* _Data for this task_:

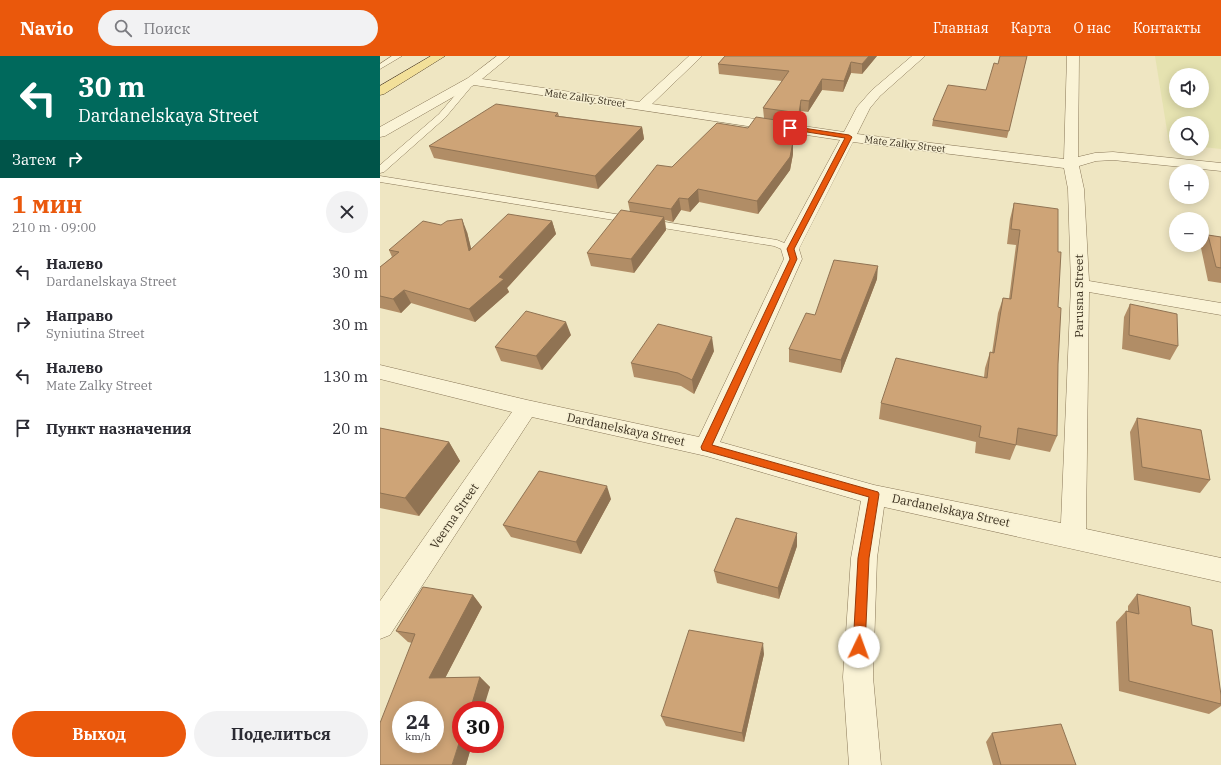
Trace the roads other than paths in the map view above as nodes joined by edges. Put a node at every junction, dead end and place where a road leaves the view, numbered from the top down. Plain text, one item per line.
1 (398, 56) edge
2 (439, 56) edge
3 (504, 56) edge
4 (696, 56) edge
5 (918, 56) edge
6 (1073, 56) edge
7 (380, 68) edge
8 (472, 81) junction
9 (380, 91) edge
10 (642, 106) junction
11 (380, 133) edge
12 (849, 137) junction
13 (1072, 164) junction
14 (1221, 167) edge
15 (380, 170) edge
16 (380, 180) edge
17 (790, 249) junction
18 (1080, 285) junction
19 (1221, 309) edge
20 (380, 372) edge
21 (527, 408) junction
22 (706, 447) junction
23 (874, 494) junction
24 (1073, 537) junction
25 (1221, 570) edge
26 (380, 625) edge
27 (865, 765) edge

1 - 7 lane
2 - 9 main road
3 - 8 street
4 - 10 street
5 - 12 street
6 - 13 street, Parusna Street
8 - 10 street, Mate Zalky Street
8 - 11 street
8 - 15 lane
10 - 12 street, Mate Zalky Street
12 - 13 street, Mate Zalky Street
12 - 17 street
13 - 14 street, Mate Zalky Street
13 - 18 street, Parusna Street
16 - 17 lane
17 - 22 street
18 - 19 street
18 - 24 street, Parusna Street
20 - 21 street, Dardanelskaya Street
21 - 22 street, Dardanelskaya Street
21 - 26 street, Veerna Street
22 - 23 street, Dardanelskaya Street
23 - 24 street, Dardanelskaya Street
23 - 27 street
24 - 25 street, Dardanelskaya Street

* _Your goal_: Print the material word for word; images are to be left out.

* _Exercise answer_:
Trace the roads other than paths in the map view above as nodes joined by edges. Put a node at every junction, dead end and place where a road leaves the view, numbered from the top down. Plain text, one item per line.
1 (398, 56) edge
2 (439, 56) edge
3 (504, 56) edge
4 (696, 56) edge
5 (918, 56) edge
6 (1073, 56) edge
7 (380, 68) edge
8 (472, 81) junction
9 (380, 91) edge
10 (642, 106) junction
11 (380, 133) edge
12 (849, 137) junction
13 (1072, 164) junction
14 (1221, 167) edge
15 (380, 170) edge
16 (380, 180) edge
17 (790, 249) junction
18 (1080, 285) junction
19 (1221, 309) edge
20 (380, 372) edge
21 (527, 408) junction
22 (706, 447) junction
23 (874, 494) junction
24 (1073, 537) junction
25 (1221, 570) edge
26 (380, 625) edge
27 (865, 765) edge

1 - 7 lane
2 - 9 main road
3 - 8 street
4 - 10 street
5 - 12 street
6 - 13 street, Parusna Street
8 - 10 street, Mate Zalky Street
8 - 11 street
8 - 15 lane
10 - 12 street, Mate Zalky Street
12 - 13 street, Mate Zalky Street
12 - 17 street
13 - 14 street, Mate Zalky Street
13 - 18 street, Parusna Street
16 - 17 lane
17 - 22 street
18 - 19 street
18 - 24 street, Parusna Street
20 - 21 street, Dardanelskaya Street
21 - 22 street, Dardanelskaya Street
21 - 26 street, Veerna Street
22 - 23 street, Dardanelskaya Street
23 - 24 street, Dardanelskaya Street
23 - 27 street
24 - 25 street, Dardanelskaya Street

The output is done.